As that argument goes, to assert its position in the region the French government would need to demonstrate it has strength to enforce its decisions.
Many Kanak people, especially among the young, sense their disadvantage as among the poorest in their “own country”, and demand nothing but full independence.
None show any taste for a return to the Evenements, “events”, the conflicts between 1984 and 1988 that brought the territory close to civil war, but still fear there is fertile ground for it.
On the main island, Grand Terre, Kanak villages, the tribus, are concentrated towards the North, where public order is kept by the paramilitary Gendarmerie, and where bad relations with the public can degenerate into violent confrontations with angry crowds.
Burgers in the South including Noumea, home to most of the European population, patrolled by the National Police, worry about trouble at night, break-ins and car stealing, often and pressingly reported in the local press, (as in, “Robberies and car thefts are making life miserable …”, Les Nouvelles Caledoniennes, 30.11.21).
Along with 200 electoral officials flown in for the referendum, 1400 additional police and soldiers, with helicopters and armoured cars have been deployed.

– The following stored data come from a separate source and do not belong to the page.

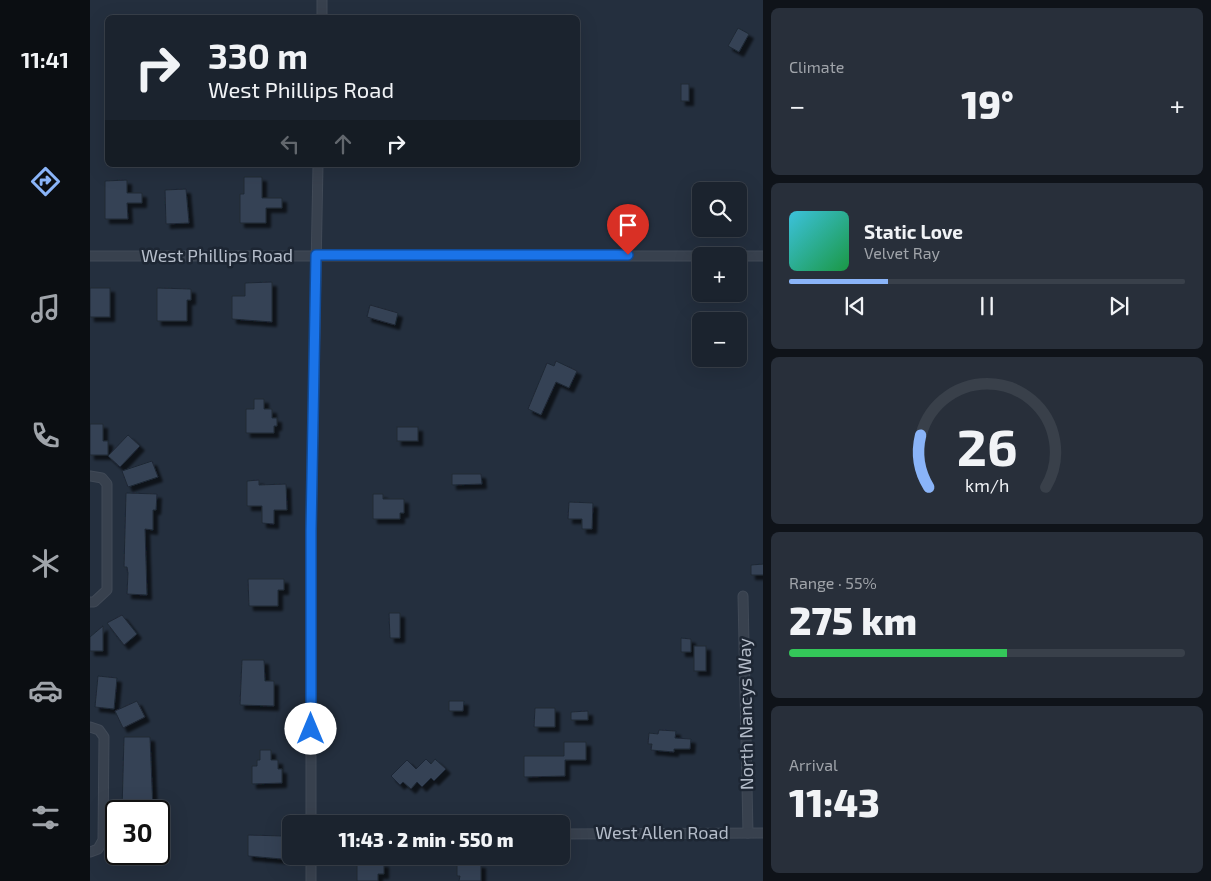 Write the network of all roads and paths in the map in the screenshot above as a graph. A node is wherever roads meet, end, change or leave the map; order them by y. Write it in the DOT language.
graph roads {
  1 [pos="322,0"];
  2 [pos="322,15"];
  3 [pos="318,167"];
  4 [pos="316,255"];
  5 [pos="90,256"];
  6 [pos="763,256"];
  7 [pos="93,476"];
  8 [pos="743,596"];
  9 [pos="90,602"];
  10 [pos="94,728"];
  11 [pos="311,815"];
  12 [pos="748,833"];
  13 [pos="763,833"];
  14 [pos="570,834"];
  15 [pos="94,851"];
  16 [pos="311,865"];
  17 [pos="311,881"];
  1 -- 2 [label="street"];
  3 -- 4 [label="street"];
  4 -- 5 [label="street, West Phillips Road"];
  4 -- 6 [label="street, West Phillips Road"];
  4 -- 11 [label="street"];
  7 -- 9 [label="street"];
  8 -- 12 [label="street, North Nancys Way"];
  10 -- 15 [label="street"];
  12 -- 13 [label="street, West Allen Road"];
  12 -- 14 [label="street, West Allen Road"];
  16 -- 17 [label="street"];
} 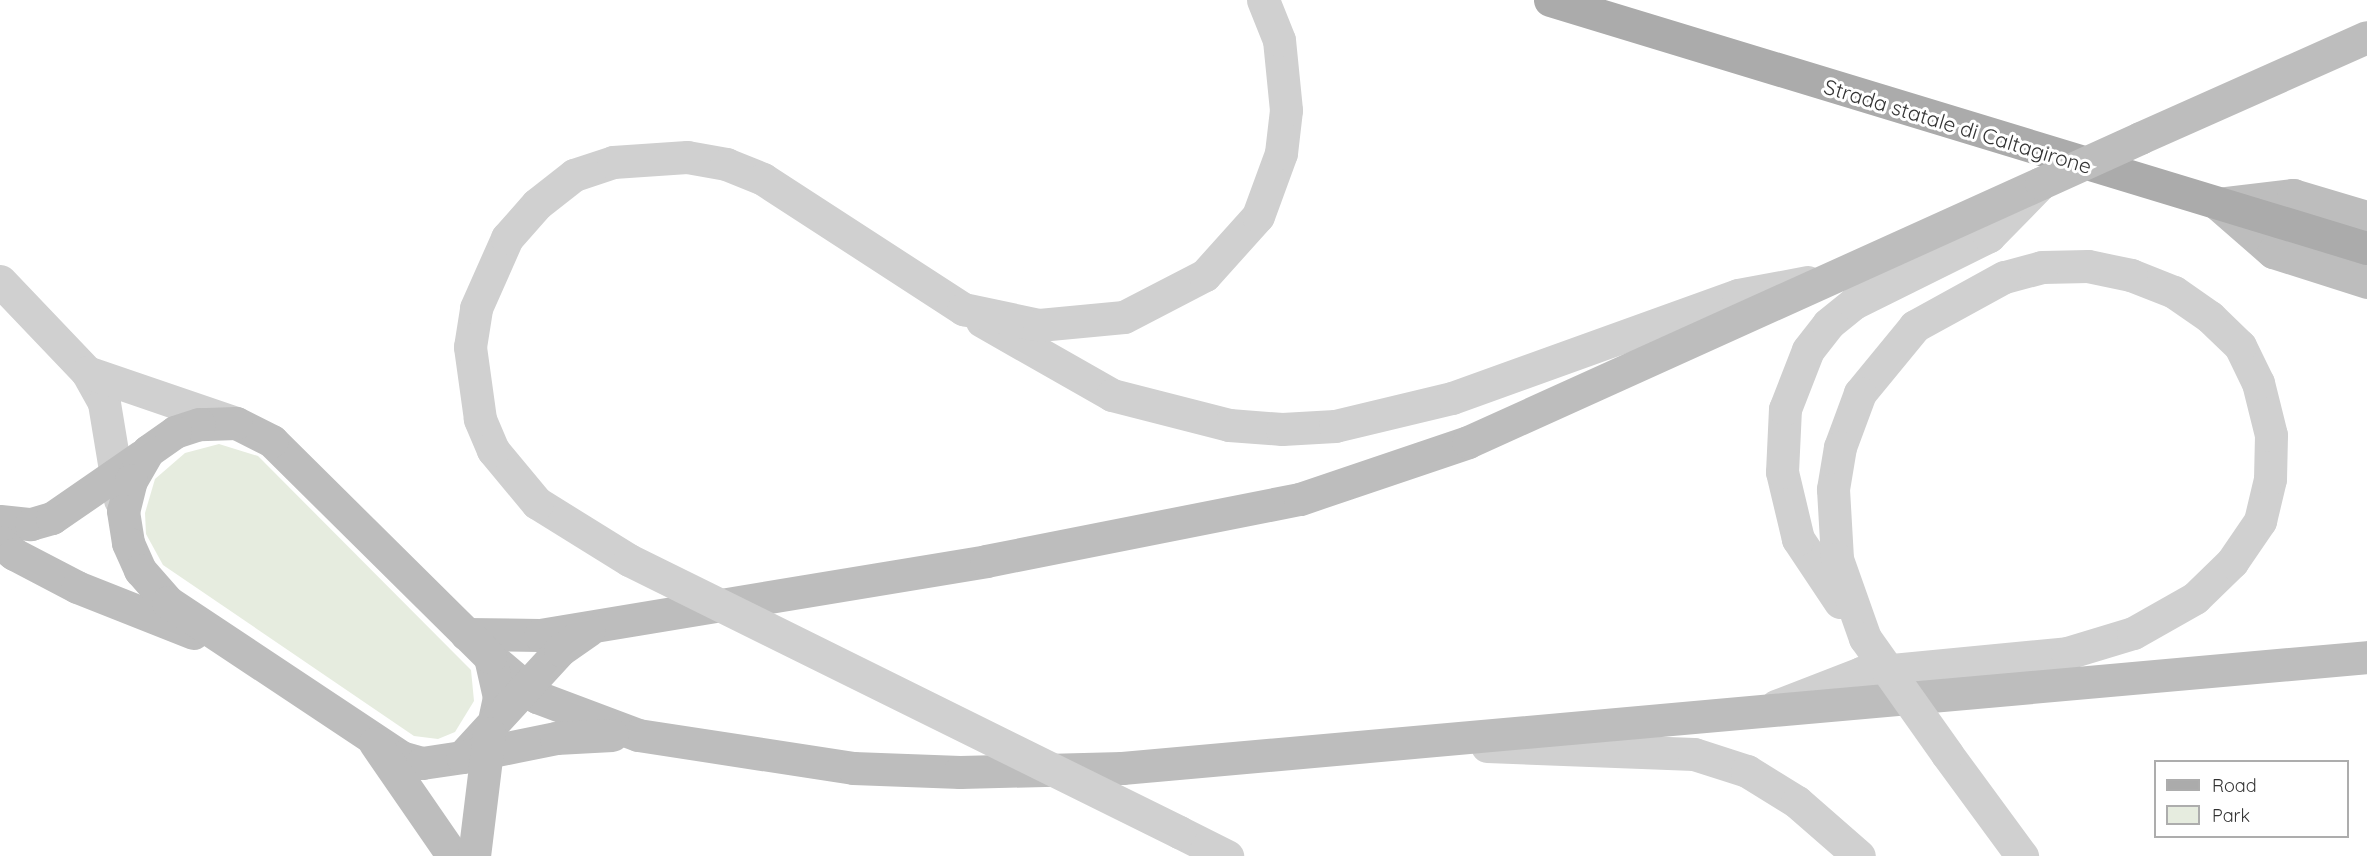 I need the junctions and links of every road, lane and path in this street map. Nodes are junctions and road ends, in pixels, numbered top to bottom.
1 (1263, 0) edge
2 (1550, 0) edge
3 (2367, 36) edge
4 (2041, 183) junction
5 (2218, 204) junction
6 (2367, 216) edge
7 (2367, 248) edge
8 (1830, 278) junction
9 (0, 281) edge
10 (2367, 282) edge
11 (963, 309) junction
12 (87, 372) junction
13 (236, 423) junction
14 (148, 452) junction
15 (116, 476) junction
16 (123, 511) junction
17 (0, 521) edge
18 (0, 542) edge
19 (595, 626) junction
20 (466, 634) junction
21 (1864, 638) junction
22 (236, 650) junction
23 (2363, 656) edge
24 (490, 657) junction
25 (524, 690) junction
26 (1770, 708) junction
27 (638, 735) junction
28 (483, 739) junction
29 (374, 741) junction
30 (1390, 743) junction
31 (453, 856) edge
32 (474, 856) edge
33 (1227, 856) edge
34 (1858, 856) edge
35 (2022, 856) edge

1 - 11 street
2 - 5 main road, Strada statale di Caltagirone
3 - 4 main road, bridge
4 - 8 main road
4 - 21 street
5 - 6 main road
5 - 7 main road, Strada statale di Caltagirone
5 - 10 main road
8 - 11 street
8 - 19 main road
9 - 12 street
11 - 33 street, bridge
12 - 13 street
12 - 15 street
13 - 14 main road
13 - 20 main road
14 - 15 main road
14 - 16 main road
15 - 16 street
15 - 17 main road
16 - 22 main road
18 - 22 main road
19 - 20 main road
19 - 25 main road
20 - 24 main road
21 - 26 street
21 - 35 street, bridge
22 - 29 main road
23 - 26 main road
24 - 25 main road
24 - 28 main road
25 - 27 main road
25 - 28 main road
26 - 30 main road
27 - 28 main road
27 - 30 main road
28 - 29 main road
28 - 32 main road
29 - 31 main road
30 - 34 street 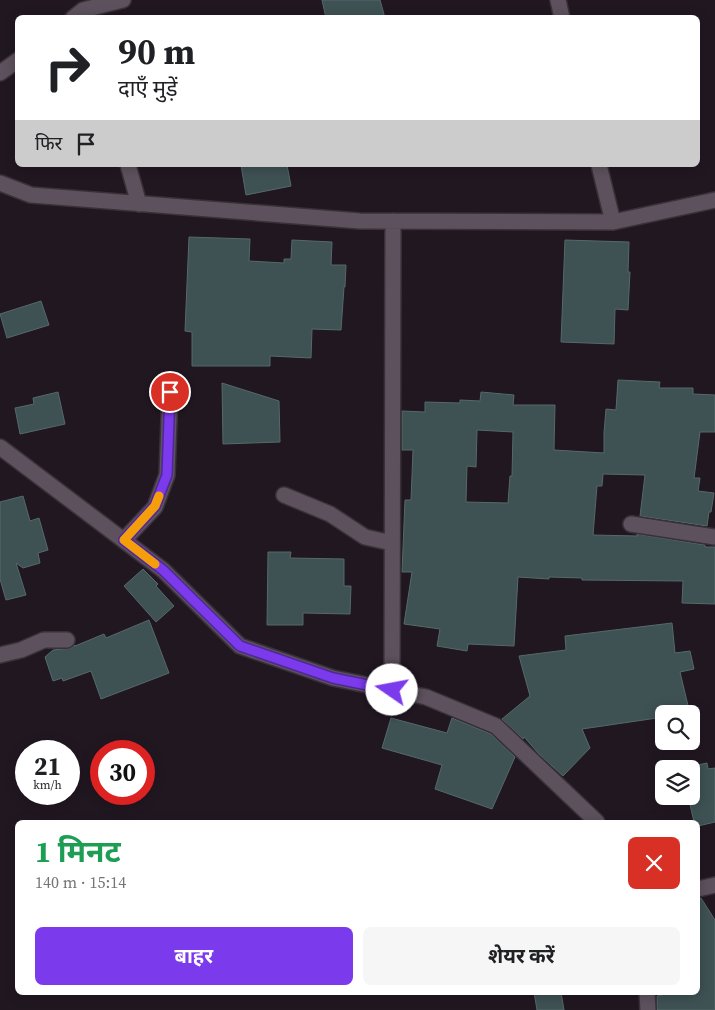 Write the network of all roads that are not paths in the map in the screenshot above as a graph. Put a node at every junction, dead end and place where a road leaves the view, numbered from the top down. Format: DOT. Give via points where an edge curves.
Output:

Kanak office holders have said they would regard the refusal to postpone the Sunday referendum as a “declaration of war”; if not in a literal sense, perhaps to say, they cannot always hold the line against a violent response.
On all precedents since the end of the Evenements, where they played a major hand in the settlement, they may succeed again in keeping it peaceful, (picture – three flags on public buildings, symbol of accord).
The “Project” as it is called, to follow-up a no-vote in 2021, is to embark on new rounds of talks, for a settlement on the future: what power sharing? what guarantees? what possibility for re-visiting the independence question at a future time?
If that can be agreed on, if the niceties can continue to win-out over the passion and frustration, it would go to a fourth referendum, on all the arrangements, in 2023.